ACTIV-2, a study sponsored by the National Institute of Allergy and Infectious Diseases (NIAID), has begun phase 2/3 trials to evaluate two monoclonal antibody therapies that could help those with mild or moderate cases of COVID-19.
The twin antibodies are known as BRII-196 and BRII-198, both developed by Brii Biosciences. They utilize synthetic versions of the antibodies humans naturally produce to bind to viruses and prevent them from infecting cells. Participants are being enrolled worldwide. With an independent Data and Safety Monitoring Board (DSMB) overseeing, the trial will determine if these therapies prevent either hospitalization or death over 28 days after study entry.
The ACTIV-2 study is designed to allow researchers to observe therapeutics’ efficacy and safety in small groups of volunteers before administering them to a larger group. The goal is to find a treatment capable of reducing the duration of COVID-19 symptoms and eliminating the presence of viral RNA in the body. While the trial will begin with 220 participants with mild or moderate COVID-19, if it progresses to phase three, 622 additional outpatient volunteers will be enrolled.

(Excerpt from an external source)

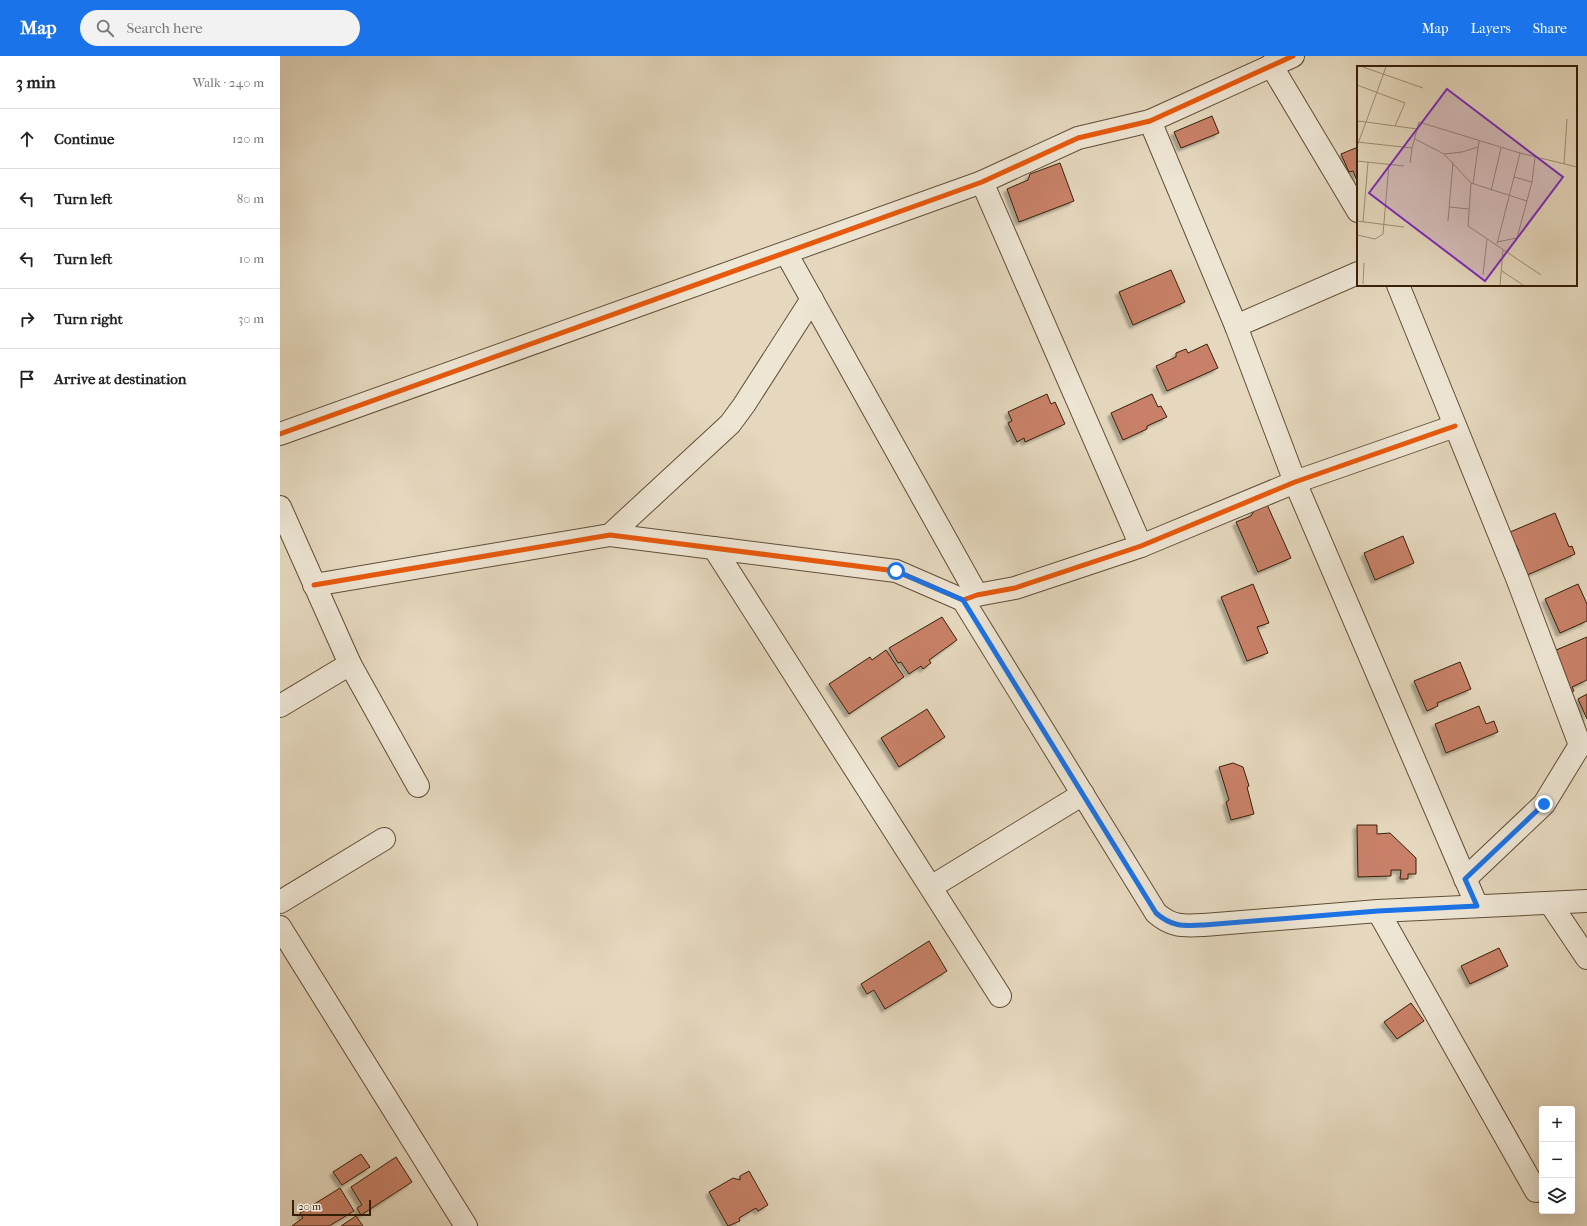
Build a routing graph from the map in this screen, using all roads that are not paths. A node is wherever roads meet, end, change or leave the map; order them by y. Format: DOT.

To begin, half of the participants will receive BRII-196 and BRII-198 through intravenous infusions, while the other will receive placebos. Participants will be assigned at random, and clinicians will track their condition for 72 weeks.
ACTIV-2 has been running since August, however, when NIAID began analysis of another monoclonal antibody, LY-CoV555. The Food and Drug Administration consequently granted it emergency use authorization for treating mild to moderate COVID-19 in adults and children over 12 years old and who are deemed high risks for progressing to severe cases or hospitalization.